▶ WORKING DATA:
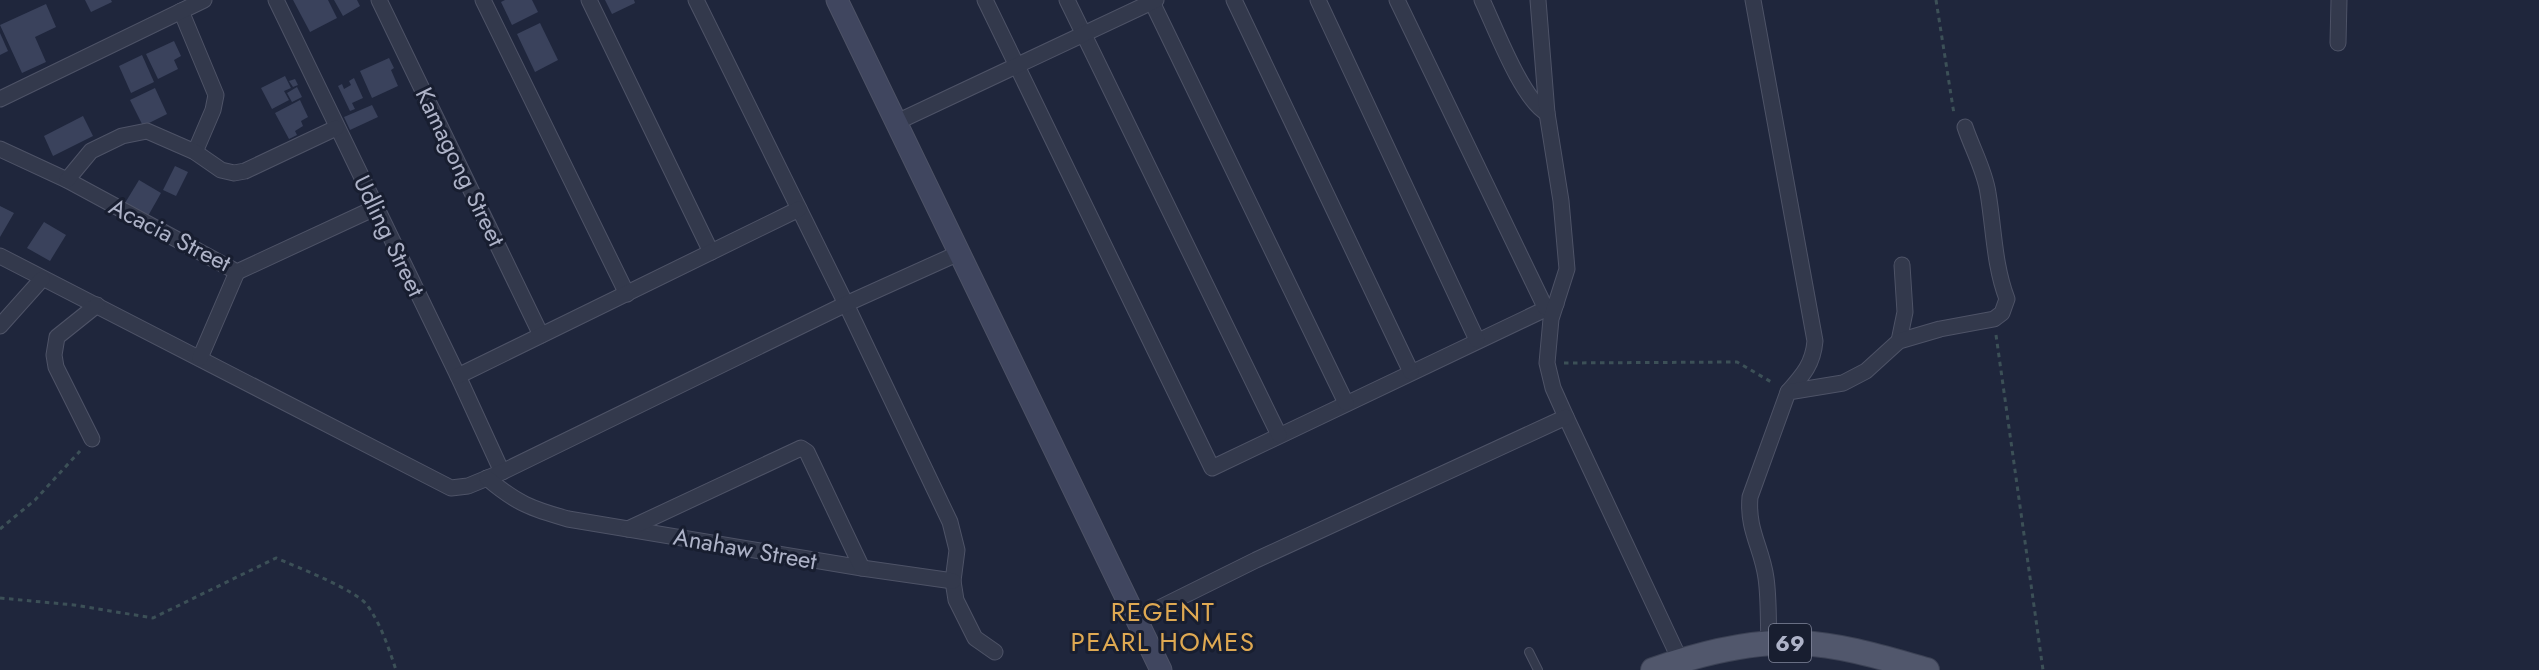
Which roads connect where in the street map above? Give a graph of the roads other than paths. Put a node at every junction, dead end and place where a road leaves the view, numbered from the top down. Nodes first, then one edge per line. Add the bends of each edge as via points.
1 (204, 0) edge
2 (276, 0) edge
3 (379, 0) edge
4 (483, 0) edge
5 (590, 0) edge
6 (696, 0) edge
7 (837, 0) edge
8 (985, 0) edge
9 (1067, 0) edge
10 (1234, 0) edge
11 (1318, 0) edge
12 (1397, 0) edge
13 (1482, 0) edge
14 (1538, 0) edge
15 (1753, 0) edge
16 (2339, 0) edge
17 (1153, 1) edge
18 (181, 11) junction
19 (1084, 35) junction
20 (2338, 43) dead end
21 (1016, 66) junction
22 (0, 99) edge
23 (1546, 113) junction
24 (897, 122) junction
25 (1965, 126) dead end
26 (336, 128) junction
27 (0, 149) edge
28 (195, 152) junction
29 (67, 180) junction
30 (375, 208) junction
31 (799, 209) junction
32 (711, 252) junction
33 (959, 253) junction
34 (0, 256) edge
35 (1902, 265) dead end
36 (237, 272) junction
37 (42, 279) junction
38 (627, 294) junction
39 (846, 303) junction
40 (97, 305) junction
41 (1551, 306) junction
42 (0, 326) edge
43 (541, 335) junction
44 (1477, 340) junction
45 (1899, 342) junction
46 (200, 358) junction
47 (1411, 372) junction
48 (458, 376) junction
49 (1788, 392) junction
50 (1346, 403) junction
51 (1566, 417) junction
52 (1278, 435) junction
53 (92, 439) road end
54 (502, 472) junction
55 (487, 478) junction
56 (628, 529) junction
57 (862, 568) junction
58 (953, 581) junction
59 (1137, 619) junction
60 (1769, 643) junction
61 (995, 652) dead end
62 (1529, 652) dead end
63 (1680, 660) junction
64 (1161, 670) edge
65 (1538, 670) edge
66 (1653, 670) edge
67 (1927, 670) edge

1 - 18 street
2 - 26 street, Udling Street
3 - 43 street, Kamagong Street
4 - 38 street
5 - 32 street
6 - 31 street
7 - 24 street
8 - 21 street
9 - 19 street
10 - 47 street
11 - 44 street
12 - 41 street
13 - 23 street via 1517,74 1538,108
14 - 23 street
15 - 49 street via 1815,341 1808,369
16 - 20 street
17 - 19 street
17 - 50 street
18 - 22 street
18 - 28 street via 216,95
19 - 21 street
19 - 52 street
21 - 24 street
21 - 52 street via 1212,468
23 - 41 street via 1561,201 1567,269
24 - 33 street
25 - 45 street via 1988,190 1994,246 2007,299 2002,313 1994,319
26 - 28 street via 234,174
26 - 30 street, Udling Street
27 - 29 street, Acacia Street
28 - 29 street via 147,131 122,136 91,151
29 - 36 street, Acacia Street
30 - 36 street, Acacia Street
30 - 48 street, Udling Street
31 - 32 street
31 - 39 street
32 - 38 street
33 - 39 street
33 - 59 street
34 - 37 street
35 - 45 street via 1905,312
36 - 46 street
37 - 40 street
37 - 42 street
38 - 43 street
39 - 54 street
39 - 58 street via 950,522 957,550
40 - 46 street
40 - 53 street via 57,337 54,355 56,367
41 - 44 street
41 - 51 street via 1547,363
43 - 48 street
44 - 47 street
45 - 49 street via 1866,371 1843,383
46 - 55 street via 437,482 452,488
47 - 50 street
48 - 54 street, Udling Street
49 - 60 street via 1749,507 1753,537 1766,578
50 - 52 street
51 - 59 street
51 - 63 street
54 - 55 street
55 - 56 street, Anahaw Street via 530,509
56 - 57 street, Anahaw Street
56 - 57 street via 801,447 807,452
57 - 58 street, Anahaw Street
58 - 61 street via 956,600 975,638
59 - 64 street
60 - 63 main road, 69
60 - 67 main road, 69 via 1803,643
62 - 65 lane
63 - 66 main road, 69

▶ ASSIGNED TASK:
Go through the material and copy each line in which the word "Anahaw" occurs.

▶ COMPLETED EXERCISE:
55 - 56 street, Anahaw Street via 530,509
56 - 57 street, Anahaw Street
57 - 58 street, Anahaw Street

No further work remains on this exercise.